I have no great scholarly mind, no quick and cutting wit, or beauty that would lead the best of men along an errant path. There is no wealth that showers me with luxuries, or life free of any pain. This is no grand proclamation, no self-depreciation. It is a statement of a fact. For the most part I am an ordinary woman, and yet I have lead at times a most extraordinary life.
I am an artist.
In my studio chiffon curtains literally dance with the wind, framing a bay window that looks beyond the sporadic movements of a small town street to a church steeple and a mountain range beyond. All around me are objects, antiquities and precious memories, important to no one but myself, enhancing the sumptuous world that I live and create in. For thirty-one years I’ve had a lover, companion, best friend who shares this world with me. I sit here in my solitude and reflect…this is a life that most women would covet…
and it is mine.
And yet what brought me here? What ambition born with the reality that no one is responsible for my destiny but me has lead me to the life that I lead now?
I love an orderly life. That is innate to who I am. And yet I overflow with passion that cannot always marry itself to that restriction. In my life there have always been what I referred to as my “demons”, whom I have willingly let pursue me, knowing that they force me to contemplate and compromise myself. These demons dance with me, they laugh at life and its reality, they mock the everyday integrities, and they do not hesitate to defy. Because of them I go into my studio, giving myself permission to confront the passions that haunt me, releasing them in my “art”.

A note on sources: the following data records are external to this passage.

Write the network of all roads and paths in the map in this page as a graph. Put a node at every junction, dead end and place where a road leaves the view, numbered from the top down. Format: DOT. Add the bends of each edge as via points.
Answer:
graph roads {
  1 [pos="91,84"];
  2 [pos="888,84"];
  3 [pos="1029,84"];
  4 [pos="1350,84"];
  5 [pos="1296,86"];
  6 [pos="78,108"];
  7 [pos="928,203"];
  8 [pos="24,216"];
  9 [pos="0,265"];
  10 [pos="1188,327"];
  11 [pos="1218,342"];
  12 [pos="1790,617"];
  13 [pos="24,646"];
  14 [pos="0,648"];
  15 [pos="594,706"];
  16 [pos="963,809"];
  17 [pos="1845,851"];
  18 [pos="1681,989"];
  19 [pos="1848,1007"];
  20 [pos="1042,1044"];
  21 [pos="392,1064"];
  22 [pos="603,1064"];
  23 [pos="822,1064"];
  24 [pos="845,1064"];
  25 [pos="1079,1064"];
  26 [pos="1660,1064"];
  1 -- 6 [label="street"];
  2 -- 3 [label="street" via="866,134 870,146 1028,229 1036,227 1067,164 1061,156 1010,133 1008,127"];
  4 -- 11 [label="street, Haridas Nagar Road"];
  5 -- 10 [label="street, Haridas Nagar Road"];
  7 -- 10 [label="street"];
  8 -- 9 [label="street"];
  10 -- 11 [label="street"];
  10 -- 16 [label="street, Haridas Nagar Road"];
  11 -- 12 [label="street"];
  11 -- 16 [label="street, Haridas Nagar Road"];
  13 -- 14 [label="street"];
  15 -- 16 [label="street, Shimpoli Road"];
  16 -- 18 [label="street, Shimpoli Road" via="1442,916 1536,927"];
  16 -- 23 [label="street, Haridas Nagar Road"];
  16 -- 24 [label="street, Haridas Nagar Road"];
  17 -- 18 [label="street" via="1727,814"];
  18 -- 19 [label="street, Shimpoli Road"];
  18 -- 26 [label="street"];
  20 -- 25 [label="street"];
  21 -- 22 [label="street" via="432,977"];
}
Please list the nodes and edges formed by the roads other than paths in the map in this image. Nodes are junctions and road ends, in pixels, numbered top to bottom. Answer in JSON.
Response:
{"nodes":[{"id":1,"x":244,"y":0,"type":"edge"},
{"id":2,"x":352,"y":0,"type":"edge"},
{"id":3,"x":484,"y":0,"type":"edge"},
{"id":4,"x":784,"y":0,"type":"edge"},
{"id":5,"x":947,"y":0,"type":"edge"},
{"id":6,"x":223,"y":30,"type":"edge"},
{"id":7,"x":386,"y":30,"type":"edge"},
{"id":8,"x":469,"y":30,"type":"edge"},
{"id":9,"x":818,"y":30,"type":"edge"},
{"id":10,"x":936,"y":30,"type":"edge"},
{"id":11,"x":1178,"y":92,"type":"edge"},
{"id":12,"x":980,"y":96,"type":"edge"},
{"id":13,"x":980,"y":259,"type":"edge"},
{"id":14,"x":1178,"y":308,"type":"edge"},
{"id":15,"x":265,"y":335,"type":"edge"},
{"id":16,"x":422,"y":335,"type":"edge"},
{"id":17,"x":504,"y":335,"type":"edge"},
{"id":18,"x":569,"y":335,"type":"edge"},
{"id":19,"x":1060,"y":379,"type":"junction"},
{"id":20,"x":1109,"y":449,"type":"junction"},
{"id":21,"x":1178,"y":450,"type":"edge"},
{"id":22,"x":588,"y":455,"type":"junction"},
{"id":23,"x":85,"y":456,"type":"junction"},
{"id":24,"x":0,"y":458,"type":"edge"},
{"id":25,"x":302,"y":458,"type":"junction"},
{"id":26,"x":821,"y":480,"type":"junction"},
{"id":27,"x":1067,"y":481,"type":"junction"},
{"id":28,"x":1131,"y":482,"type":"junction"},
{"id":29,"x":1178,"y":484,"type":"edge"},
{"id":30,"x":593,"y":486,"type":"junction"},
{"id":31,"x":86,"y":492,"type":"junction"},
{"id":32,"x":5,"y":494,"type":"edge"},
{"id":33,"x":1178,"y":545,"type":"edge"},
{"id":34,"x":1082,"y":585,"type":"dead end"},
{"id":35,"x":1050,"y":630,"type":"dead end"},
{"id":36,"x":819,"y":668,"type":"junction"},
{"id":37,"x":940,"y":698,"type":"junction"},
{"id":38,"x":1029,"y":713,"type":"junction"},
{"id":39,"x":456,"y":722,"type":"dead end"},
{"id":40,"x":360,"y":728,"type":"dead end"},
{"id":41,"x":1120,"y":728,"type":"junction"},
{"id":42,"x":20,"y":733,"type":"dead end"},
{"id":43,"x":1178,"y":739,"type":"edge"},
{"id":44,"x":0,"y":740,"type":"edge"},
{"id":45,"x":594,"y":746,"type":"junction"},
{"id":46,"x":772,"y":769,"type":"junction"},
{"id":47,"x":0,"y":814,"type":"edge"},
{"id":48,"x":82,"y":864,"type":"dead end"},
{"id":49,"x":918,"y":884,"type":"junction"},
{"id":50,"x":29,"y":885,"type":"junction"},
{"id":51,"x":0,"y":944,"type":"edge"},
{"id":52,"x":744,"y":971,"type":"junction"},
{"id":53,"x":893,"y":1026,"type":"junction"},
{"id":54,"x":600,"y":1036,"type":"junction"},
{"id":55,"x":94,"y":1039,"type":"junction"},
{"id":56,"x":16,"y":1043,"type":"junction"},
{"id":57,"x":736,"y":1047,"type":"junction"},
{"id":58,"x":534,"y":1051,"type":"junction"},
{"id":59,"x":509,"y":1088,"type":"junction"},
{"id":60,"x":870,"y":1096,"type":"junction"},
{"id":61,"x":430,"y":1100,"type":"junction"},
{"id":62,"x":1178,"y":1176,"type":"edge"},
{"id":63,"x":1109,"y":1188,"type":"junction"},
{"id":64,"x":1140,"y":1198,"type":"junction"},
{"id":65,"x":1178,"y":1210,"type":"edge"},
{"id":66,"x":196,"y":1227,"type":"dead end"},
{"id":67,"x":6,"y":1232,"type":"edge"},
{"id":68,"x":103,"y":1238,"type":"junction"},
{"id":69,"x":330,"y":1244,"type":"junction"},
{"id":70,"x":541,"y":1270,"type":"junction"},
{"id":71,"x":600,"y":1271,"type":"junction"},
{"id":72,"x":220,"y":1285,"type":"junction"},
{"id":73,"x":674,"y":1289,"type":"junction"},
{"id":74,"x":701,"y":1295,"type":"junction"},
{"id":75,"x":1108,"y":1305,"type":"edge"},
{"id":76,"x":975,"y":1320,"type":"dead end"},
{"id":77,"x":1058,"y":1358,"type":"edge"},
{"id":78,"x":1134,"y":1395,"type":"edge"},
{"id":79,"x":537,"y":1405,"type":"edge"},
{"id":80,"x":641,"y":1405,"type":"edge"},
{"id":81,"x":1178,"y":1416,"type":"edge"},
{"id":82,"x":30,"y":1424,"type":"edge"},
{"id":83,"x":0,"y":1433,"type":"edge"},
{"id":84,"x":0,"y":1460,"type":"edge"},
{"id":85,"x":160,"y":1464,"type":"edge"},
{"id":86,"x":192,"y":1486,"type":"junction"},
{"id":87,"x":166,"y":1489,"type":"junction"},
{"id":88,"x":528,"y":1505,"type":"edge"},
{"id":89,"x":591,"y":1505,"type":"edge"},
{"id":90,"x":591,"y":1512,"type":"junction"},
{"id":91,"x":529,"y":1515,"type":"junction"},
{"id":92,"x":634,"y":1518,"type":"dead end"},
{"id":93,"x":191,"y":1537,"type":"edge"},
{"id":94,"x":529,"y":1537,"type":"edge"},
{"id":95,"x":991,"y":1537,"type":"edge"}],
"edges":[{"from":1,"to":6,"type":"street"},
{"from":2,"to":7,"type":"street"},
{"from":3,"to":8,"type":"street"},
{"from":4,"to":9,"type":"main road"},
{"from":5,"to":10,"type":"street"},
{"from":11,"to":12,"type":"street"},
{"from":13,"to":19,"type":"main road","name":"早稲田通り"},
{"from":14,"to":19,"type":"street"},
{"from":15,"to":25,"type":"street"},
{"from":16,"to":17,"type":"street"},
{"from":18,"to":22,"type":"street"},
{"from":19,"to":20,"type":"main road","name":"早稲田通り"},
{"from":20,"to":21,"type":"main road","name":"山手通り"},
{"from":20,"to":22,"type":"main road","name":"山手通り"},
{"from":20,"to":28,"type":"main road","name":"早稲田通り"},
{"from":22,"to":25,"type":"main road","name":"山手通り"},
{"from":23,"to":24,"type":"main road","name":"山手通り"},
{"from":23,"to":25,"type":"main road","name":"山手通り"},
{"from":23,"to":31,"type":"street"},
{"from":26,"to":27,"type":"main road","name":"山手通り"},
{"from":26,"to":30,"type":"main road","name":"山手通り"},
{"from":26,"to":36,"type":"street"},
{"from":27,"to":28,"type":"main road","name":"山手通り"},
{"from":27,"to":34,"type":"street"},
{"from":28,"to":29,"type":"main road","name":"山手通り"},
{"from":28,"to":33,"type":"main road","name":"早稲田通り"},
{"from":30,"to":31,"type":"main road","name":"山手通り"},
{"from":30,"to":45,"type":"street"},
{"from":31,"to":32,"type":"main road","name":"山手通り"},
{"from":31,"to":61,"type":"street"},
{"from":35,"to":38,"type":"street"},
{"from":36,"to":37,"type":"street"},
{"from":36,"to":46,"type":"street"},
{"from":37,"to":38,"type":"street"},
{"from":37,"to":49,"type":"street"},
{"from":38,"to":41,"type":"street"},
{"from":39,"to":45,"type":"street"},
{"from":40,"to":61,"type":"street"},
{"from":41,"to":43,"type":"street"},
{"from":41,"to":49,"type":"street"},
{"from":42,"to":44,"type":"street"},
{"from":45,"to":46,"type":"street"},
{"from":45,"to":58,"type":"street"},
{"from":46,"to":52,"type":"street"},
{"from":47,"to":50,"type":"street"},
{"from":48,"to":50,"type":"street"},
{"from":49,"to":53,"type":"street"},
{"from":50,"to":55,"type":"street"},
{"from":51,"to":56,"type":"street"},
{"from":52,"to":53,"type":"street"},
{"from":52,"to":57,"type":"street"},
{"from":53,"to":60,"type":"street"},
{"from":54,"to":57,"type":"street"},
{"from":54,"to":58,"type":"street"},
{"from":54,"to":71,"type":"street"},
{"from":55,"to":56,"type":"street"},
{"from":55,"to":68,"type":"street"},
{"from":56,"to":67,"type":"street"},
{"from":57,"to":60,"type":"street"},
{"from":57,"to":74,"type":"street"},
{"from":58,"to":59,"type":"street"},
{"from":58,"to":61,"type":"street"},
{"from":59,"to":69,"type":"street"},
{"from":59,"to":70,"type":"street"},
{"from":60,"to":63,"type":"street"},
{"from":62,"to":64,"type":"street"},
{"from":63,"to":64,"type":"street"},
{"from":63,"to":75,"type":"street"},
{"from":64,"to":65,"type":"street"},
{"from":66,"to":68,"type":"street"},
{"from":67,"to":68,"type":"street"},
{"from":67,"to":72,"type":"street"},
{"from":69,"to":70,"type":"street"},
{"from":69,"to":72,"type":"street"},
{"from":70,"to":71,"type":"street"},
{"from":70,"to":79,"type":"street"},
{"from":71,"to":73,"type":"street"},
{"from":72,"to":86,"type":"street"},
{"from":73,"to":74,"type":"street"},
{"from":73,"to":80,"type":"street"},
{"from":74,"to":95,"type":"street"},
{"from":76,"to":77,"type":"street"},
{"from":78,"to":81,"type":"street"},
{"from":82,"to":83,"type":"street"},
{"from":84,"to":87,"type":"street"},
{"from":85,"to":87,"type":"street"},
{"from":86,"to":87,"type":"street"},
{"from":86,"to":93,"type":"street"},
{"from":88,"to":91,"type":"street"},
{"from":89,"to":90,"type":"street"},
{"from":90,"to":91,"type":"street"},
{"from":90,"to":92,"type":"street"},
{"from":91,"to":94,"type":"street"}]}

Yet because of my aspirations, my disciplines, and focuses, I take the product of these zealous journeys out of my studio and into the real world of marketing, compromise and management, a world my spirits avoid. It is not always a glad expedition, yet I want so desperately to have what most women only covet that I will play the games that need to be played for the sake of the continuation of this life…
A cat sits at my feet. A picture of my children, grown and on their own, faces me on my desk. I’m getting ready for a one-woman show. My work surrounds me. I am where I should be at this moment.
The reality of this pretty picture, the fact that the cat is dying, my son is going blind and I am in no way ready for the show will not stop me from longing always for this existence and what it has afforded me as I’ve struggled to balance life. There is always a truth to who we are, even at our best…and ever at its’ worst I am an ordinary woman who has led an extraordinary life.